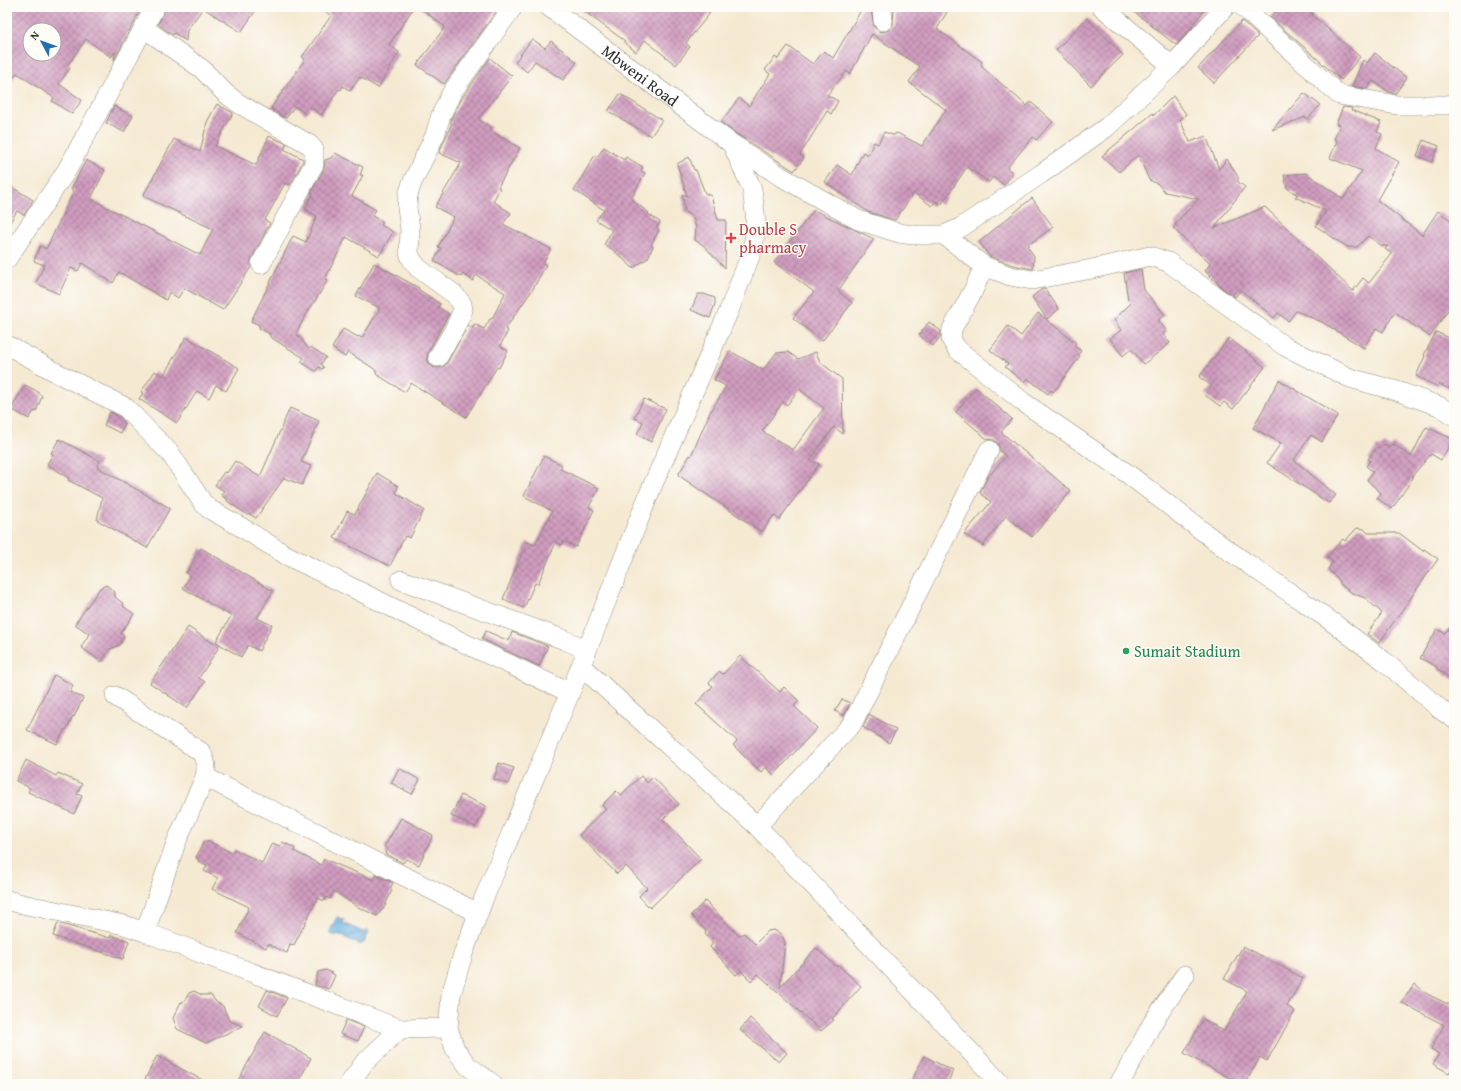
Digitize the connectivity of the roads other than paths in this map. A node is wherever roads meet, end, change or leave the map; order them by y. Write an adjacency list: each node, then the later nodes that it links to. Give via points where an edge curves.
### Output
1 (155, 7): 7 (street)
2 (513, 7): 16 (street, via 452,92 408,195 409,252 412,260 418,268 454,294 462,304 463,310 454,330)
3 (549, 7): 10 (street, Mbweni Road)
4 (1102, 7): 8 (street)
5 (1225, 7): 8 (street)
6 (1243, 7): 9 (street, via 1339,95 1397,105)
7 (144, 28): 12 (street, via 67,170); 13 (street, via 202,69 238,104 310,145 314,150 314,164)
8 (1172, 66): 11 (street, via 1107,127 960,228)
9 (1452, 106)
10 (732, 144): 11 (street, Mbweni Road, via 780,176 858,220 899,233); 20 (street, via 752,189 756,229 752,251 651,489)
11 (944, 235): 14 (street)
12 (7, 259)
13 (261, 264)
14 (984, 266): 17 (street, via 1010,276 1032,280 1150,256 1168,262 1284,346 1350,378 1404,393 1439,406); 23 (street, via 952,329 951,339 957,349 1023,402 1128,474 1222,546 1384,661)
15 (7, 345): 21 (street, via 124,407 170,453 209,509 286,556)
16 (438, 357)
17 (1454, 416)
18 (989, 450): 25 (street, via 852,724)
19 (401, 580): 20 (street, via 566,640)
20 (584, 658): 21 (street); 25 (street)
21 (570, 693): 27 (street)
22 (115, 696): 24 (street, via 201,752 206,761)
23 (1454, 719)
24 (205, 777): 27 (street); 28 (street, via 176,842)
25 (757, 826): 34 (street)
26 (7, 900): 28 (street, via 124,925)
27 (478, 913): 30 (street, via 451,996)
28 (144, 932): 31 (street)
29 (1185, 975): 35 (street, via 1153,1022 1126,1074)
30 (448, 1028): 31 (street); 33 (street, via 455,1049 468,1066)
31 (400, 1029): 32 (street, via 364,1063)
32 (348, 1084)
33 (493, 1084)
34 (1002, 1084)
35 (1118, 1084)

Exercise instructions:
All of the entries need to be retyped word for word, pictures excluded.

Exercise answer:
Digitize the connectivity of the roads other than paths in this map. A node is wherever roads meet, end, change or leave the map; order them by y. Write an adjacency list: each node, then the later nodes that it links to. Give via points where an edge curves.
### Output
1 (155, 7): 7 (street)
2 (513, 7): 16 (street, via 452,92 408,195 409,252 412,260 418,268 454,294 462,304 463,310 454,330)
3 (549, 7): 10 (street, Mbweni Road)
4 (1102, 7): 8 (street)
5 (1225, 7): 8 (street)
6 (1243, 7): 9 (street, via 1339,95 1397,105)
7 (144, 28): 12 (street, via 67,170); 13 (street, via 202,69 238,104 310,145 314,150 314,164)
8 (1172, 66): 11 (street, via 1107,127 960,228)
9 (1452, 106)
10 (732, 144): 11 (street, Mbweni Road, via 780,176 858,220 899,233); 20 (street, via 752,189 756,229 752,251 651,489)
11 (944, 235): 14 (street)
12 (7, 259)
13 (261, 264)
14 (984, 266): 17 (street, via 1010,276 1032,280 1150,256 1168,262 1284,346 1350,378 1404,393 1439,406); 23 (street, via 952,329 951,339 957,349 1023,402 1128,474 1222,546 1384,661)
15 (7, 345): 21 (street, via 124,407 170,453 209,509 286,556)
16 (438, 357)
17 (1454, 416)
18 (989, 450): 25 (street, via 852,724)
19 (401, 580): 20 (street, via 566,640)
20 (584, 658): 21 (street); 25 (street)
21 (570, 693): 27 (street)
22 (115, 696): 24 (street, via 201,752 206,761)
23 (1454, 719)
24 (205, 777): 27 (street); 28 (street, via 176,842)
25 (757, 826): 34 (street)
26 (7, 900): 28 (street, via 124,925)
27 (478, 913): 30 (street, via 451,996)
28 (144, 932): 31 (street)
29 (1185, 975): 35 (street, via 1153,1022 1126,1074)
30 (448, 1028): 31 (street); 33 (street, via 455,1049 468,1066)
31 (400, 1029): 32 (street, via 364,1063)
32 (348, 1084)
33 (493, 1084)
34 (1002, 1084)
35 (1118, 1084)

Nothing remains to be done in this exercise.